***** Records provided

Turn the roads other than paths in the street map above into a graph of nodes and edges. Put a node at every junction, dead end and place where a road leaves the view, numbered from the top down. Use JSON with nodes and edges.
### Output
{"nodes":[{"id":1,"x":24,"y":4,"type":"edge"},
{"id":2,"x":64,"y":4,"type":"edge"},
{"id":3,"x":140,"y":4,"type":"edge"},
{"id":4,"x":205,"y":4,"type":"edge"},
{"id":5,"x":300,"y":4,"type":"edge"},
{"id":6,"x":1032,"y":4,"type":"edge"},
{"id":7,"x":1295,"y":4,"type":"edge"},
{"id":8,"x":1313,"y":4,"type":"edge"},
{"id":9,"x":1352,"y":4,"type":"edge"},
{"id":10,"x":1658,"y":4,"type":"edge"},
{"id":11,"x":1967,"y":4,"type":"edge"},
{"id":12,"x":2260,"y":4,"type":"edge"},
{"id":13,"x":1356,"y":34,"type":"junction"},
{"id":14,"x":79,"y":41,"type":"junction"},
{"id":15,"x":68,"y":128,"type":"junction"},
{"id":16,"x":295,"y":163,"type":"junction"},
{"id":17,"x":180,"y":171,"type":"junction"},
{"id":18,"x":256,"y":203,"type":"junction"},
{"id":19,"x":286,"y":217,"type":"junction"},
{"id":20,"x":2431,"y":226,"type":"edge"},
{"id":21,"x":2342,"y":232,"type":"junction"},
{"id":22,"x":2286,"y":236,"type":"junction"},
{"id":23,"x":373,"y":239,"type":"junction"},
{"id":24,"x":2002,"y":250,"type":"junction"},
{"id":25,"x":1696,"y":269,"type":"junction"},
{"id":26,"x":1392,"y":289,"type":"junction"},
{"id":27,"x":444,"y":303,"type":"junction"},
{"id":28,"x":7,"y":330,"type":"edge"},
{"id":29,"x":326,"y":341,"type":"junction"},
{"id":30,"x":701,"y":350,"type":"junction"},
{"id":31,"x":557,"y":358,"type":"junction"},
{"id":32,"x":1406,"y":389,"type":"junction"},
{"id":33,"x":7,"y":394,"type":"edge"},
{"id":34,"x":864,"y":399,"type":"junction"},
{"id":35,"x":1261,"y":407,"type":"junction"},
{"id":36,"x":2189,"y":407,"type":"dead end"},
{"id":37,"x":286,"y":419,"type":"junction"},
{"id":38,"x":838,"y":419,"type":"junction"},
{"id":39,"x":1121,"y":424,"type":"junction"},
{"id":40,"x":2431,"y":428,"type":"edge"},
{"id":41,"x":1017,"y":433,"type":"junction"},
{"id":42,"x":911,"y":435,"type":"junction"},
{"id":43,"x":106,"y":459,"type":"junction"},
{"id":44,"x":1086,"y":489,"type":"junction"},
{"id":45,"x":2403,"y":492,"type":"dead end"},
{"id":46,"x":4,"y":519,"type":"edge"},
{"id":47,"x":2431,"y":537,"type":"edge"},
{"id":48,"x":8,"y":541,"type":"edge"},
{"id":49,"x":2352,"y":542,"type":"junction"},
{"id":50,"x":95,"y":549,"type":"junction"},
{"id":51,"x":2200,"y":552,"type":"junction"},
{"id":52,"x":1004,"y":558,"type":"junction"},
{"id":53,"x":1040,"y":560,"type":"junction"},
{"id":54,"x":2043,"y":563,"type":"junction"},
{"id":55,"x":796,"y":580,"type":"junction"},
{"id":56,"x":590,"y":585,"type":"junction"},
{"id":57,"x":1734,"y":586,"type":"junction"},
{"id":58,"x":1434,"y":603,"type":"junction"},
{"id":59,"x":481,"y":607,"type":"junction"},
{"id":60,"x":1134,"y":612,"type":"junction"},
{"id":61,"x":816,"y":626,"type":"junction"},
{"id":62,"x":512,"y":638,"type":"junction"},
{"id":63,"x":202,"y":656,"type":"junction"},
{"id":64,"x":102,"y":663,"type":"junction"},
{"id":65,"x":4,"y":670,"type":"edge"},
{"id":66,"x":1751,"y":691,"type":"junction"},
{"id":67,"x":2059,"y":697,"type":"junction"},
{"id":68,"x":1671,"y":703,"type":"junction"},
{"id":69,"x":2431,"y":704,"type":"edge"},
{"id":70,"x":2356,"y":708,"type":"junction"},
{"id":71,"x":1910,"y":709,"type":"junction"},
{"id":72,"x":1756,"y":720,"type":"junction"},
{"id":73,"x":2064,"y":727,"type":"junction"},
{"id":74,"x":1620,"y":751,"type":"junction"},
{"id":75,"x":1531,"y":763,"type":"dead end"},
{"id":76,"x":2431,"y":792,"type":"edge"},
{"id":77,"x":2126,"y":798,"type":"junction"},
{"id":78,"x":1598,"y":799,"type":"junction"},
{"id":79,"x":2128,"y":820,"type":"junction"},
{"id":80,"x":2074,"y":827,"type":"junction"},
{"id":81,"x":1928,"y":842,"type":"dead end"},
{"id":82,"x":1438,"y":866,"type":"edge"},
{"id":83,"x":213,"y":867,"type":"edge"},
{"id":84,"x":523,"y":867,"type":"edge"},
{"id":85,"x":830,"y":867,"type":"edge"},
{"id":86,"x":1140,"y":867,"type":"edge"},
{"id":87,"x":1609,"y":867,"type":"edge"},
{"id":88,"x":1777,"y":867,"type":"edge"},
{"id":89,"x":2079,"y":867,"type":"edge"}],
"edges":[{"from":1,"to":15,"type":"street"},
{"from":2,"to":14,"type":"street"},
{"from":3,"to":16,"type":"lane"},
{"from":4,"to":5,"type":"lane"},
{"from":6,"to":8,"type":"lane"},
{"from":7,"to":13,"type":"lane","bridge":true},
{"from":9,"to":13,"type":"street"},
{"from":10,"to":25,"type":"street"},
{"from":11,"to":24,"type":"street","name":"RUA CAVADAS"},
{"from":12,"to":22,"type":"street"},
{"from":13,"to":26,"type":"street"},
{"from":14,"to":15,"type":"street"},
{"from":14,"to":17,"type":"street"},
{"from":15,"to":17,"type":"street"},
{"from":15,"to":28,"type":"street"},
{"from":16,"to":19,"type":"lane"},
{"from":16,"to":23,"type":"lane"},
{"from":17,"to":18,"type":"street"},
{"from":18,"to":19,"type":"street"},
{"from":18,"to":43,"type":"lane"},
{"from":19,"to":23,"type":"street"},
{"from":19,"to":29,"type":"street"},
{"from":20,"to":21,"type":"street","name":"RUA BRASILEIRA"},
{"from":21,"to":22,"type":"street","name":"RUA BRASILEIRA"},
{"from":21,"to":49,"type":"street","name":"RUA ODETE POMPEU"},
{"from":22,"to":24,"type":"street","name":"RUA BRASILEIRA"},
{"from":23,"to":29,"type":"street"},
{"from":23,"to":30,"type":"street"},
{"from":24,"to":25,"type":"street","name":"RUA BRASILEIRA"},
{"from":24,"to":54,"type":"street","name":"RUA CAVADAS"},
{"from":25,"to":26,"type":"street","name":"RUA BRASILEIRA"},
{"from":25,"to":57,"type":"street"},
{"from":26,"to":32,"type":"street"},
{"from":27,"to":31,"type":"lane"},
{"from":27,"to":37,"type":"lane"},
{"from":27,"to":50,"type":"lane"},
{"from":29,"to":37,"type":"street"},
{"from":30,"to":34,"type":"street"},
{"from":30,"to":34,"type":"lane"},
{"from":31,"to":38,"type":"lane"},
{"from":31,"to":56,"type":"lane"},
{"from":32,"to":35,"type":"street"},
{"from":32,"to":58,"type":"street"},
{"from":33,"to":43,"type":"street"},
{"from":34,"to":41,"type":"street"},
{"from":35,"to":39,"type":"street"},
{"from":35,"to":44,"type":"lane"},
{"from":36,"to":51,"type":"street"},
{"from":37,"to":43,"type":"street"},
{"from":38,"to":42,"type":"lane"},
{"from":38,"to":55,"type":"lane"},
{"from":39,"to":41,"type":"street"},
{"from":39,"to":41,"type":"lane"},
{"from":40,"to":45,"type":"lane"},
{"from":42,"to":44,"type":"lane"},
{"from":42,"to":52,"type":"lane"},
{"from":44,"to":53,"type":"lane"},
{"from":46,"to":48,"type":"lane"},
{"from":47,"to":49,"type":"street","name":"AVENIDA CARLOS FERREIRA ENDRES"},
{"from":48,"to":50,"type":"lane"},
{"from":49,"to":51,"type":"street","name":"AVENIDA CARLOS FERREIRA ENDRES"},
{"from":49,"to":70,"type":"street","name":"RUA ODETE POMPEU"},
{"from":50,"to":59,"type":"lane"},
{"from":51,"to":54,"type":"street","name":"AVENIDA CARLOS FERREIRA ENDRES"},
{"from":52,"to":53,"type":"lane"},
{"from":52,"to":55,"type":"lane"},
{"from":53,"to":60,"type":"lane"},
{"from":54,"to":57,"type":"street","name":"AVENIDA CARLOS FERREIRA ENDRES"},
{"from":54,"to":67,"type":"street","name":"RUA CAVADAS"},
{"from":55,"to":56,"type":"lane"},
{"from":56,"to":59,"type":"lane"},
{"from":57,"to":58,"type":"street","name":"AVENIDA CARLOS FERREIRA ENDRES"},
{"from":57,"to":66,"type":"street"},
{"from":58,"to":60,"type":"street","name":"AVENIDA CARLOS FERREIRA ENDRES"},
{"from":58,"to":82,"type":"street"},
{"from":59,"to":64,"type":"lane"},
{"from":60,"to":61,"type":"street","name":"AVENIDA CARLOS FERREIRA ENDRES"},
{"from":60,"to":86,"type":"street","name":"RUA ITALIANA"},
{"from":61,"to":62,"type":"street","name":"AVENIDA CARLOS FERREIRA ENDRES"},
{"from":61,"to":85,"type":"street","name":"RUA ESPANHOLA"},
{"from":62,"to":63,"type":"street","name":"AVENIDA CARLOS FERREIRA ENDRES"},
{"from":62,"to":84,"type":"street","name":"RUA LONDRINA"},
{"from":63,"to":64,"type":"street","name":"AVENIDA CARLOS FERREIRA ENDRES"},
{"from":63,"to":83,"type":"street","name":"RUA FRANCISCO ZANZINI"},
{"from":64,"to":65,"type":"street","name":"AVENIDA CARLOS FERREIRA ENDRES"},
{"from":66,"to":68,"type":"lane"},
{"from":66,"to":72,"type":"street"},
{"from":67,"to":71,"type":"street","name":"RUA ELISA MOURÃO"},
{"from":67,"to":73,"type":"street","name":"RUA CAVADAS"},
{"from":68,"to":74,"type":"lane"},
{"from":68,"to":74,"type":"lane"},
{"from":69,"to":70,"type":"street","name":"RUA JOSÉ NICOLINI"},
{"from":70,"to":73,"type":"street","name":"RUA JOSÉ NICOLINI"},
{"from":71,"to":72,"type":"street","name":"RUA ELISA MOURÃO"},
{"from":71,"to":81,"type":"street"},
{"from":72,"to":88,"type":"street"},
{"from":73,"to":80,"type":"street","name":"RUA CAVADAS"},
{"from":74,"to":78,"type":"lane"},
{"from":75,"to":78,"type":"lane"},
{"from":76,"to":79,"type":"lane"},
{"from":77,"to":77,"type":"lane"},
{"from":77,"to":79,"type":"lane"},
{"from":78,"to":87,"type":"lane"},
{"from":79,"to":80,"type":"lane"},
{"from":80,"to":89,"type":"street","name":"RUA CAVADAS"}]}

**********

Which lines above contain "MOURÃO"? Show each of them.

## Your solution
{"from":67,"to":71,"type":"street","name":"RUA ELISA MOURÃO"},
{"from":71,"to":72,"type":"street","name":"RUA ELISA MOURÃO"},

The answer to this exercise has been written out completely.